Тутмес вновь зашагал мимо скульптур.
– Посмотри на эти лица, – он указал на изваяния. – Ведь даже лучшие из них, сановники и приближенные, которых ты считаешь преданными людьми, на самом деле давно утратили искренность и превратились в вероломных льстецов. Вот портрет Эйе, умнейшего из людей, знающего законы своего повелителя, но ты взгляни – и не увидишь в его взоре ни возвышенного, ни величественного, а лишь одну гордыню. Оглянись вокруг: ты не найдешь ни одного лица, в котором бы светилась наивная преданность фараону. – Тутмес заметил, что Эхнатон, не мигая, смотрит на него, и горько заметил. – А я?.. Я разочарован в себе и в тех, кто имеет дерзость называться людьми. Я чувствую, что с каждым днем слабею и вскоре буду неспособен сопротивляться гнету порочных традиций, оказавшийся сильнее всякой царской власти. Я не хочу стать предателем всего, что почитал и возносил, и что давало мне силы для работы. И я решил уйти из той страны, где был чужим и таковым остался. Но я чужак не по оттенку кожи и не по цвету глаз, а по собственной сущности. Я был самим собой, никому не подражая, и никакая сила не заставит меня перешагнуть через себя вопреки моему желанию, – Тутмес улыбнулся и тихо произнес. – Так думал я, а теперь усомнился в собственной воле, испугался, что не выдержу натиска соблазнов. Я чувствую, что вскоре стану одним из тех, кого сегодня презираю. И я не хочу, чтобы ты видел, как это случится. Я ухожу. Навсегда. Во имя Атона и любви к тебе, мой фараон, – последние слова дались ему с трудом, и он замолчал, переводя дух.
А взгляд Эхнатона в этот миг горел каким-то необычным блеском, отражавшим не то гнев, не то восхищение стоящим перед ним человеком.
– Я благодарен тебе, Тутмес, – просто и буднично сказал фараон.
Скульптор вскинул глаза, полные недоумения.
– Наверное, ты предполагал, что за твои речи владыка венцов вышвырнет тебя прочь из дворца и объявит вне закона?
Голос фараона был спокоен и ласков, чего Тутмес не ожидал от повелителя Египта.
– Ты сказал мне то, о чем я сам твердил себе ночами. Неужели ты думаешь, мне самому никогда не хотелось покинуть этот город, эту страну и скрыться там, где обо мне ничего не знают? Но судьба моя, мой долг требуют остаться. Я – фараон. Но я и человек, – Эхнатон уже не смотрел на собеседника, обращаясь своей исповедью, казалось, к самому Атону – солнечному диску. – Я – человек и, зная за собой человеческие слабости, я сознательно пресек пути к отступлению, заперев себя в Ахетатоне клятвой никогда не покидать этот город. Ты помнишь ее?

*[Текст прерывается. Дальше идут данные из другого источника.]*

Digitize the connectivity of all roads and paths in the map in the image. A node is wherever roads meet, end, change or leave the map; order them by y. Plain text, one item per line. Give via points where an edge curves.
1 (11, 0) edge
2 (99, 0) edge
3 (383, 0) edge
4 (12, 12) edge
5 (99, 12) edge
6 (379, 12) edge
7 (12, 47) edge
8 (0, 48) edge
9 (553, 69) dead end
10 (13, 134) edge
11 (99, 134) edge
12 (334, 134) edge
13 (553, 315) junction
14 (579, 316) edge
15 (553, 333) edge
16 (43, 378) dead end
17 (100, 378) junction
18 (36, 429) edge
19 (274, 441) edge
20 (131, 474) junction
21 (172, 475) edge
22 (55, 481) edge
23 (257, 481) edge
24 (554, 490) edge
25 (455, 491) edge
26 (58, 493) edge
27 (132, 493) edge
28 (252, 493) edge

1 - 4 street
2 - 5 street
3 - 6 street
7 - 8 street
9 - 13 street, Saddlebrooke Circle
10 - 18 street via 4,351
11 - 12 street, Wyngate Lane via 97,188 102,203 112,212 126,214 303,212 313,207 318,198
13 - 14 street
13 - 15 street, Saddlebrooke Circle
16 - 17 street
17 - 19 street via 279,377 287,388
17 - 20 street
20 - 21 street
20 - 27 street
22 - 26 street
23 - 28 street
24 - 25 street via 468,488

– Кто не помнит великую клятву сына Атона? – и Тутмес неспешно произнес. – «Клянусь отцом моим Атоном и расположением моим к царице и детям ее, которой да будет дан преклонный возраст, великой жене царя Нефернефруатон-Нефертити – да будет жива во веки веков – в течение миллионов лет под защитой фараона – да будет он жив, невредим и здоров! И да будет дан преклонный возраст царевне Меритатон и царевне Мекетатон, детям ее, которые да будут под защитой царицы, их матери, во веки веков».
– «Это моя истинная клятва, которую я хотел произнести, о которой я не скажу, что это неправда, во веки веков…» – прошептал Эхнатон.
– «Да не сотрут ее! Да не смоют ее! Да не исщербят ее! Да не заштукатурят ее! Да не пропадет она», – закончил Тутмес и тут заметил блеснувшие слезы в глазах великого владыки земли египетской.
Он понимал, чем вызвана слабость фараона. Трагический разрыв с Нефертити на двенадцатом году правления, смерть Мекетатон. Клятва рушилась, еще не будучи исщербленной или заштукатуренной.
– Ты спросишь меня, Тутмес, горжусь ли я этой клятвой? – проговорил Эхнатон, взяв себя в руки. – Нет во мне гордости, как нет и стыда. Ты спросишь меня, ради чего я перевернул все устои древних, зачем положил правду на жертвенный алтарь? Да и сам я что такое? Жертва? А мои реформы – блажь? Нет, Тутмес, это судьба моя. Это дело всей моей жизни… – он коснулся пальцами переносицы. – Ступай, Тутмес. Возьми с собой все, что захочешь, я не держу тебя. Ты – свободный человек и волен распоряжаться собой.
Скульптор мгновение помедлил, в последний раз окинув взглядом комнату, будто стараясь получше запомнить здесь все, и, не говоря ни слова, вышел.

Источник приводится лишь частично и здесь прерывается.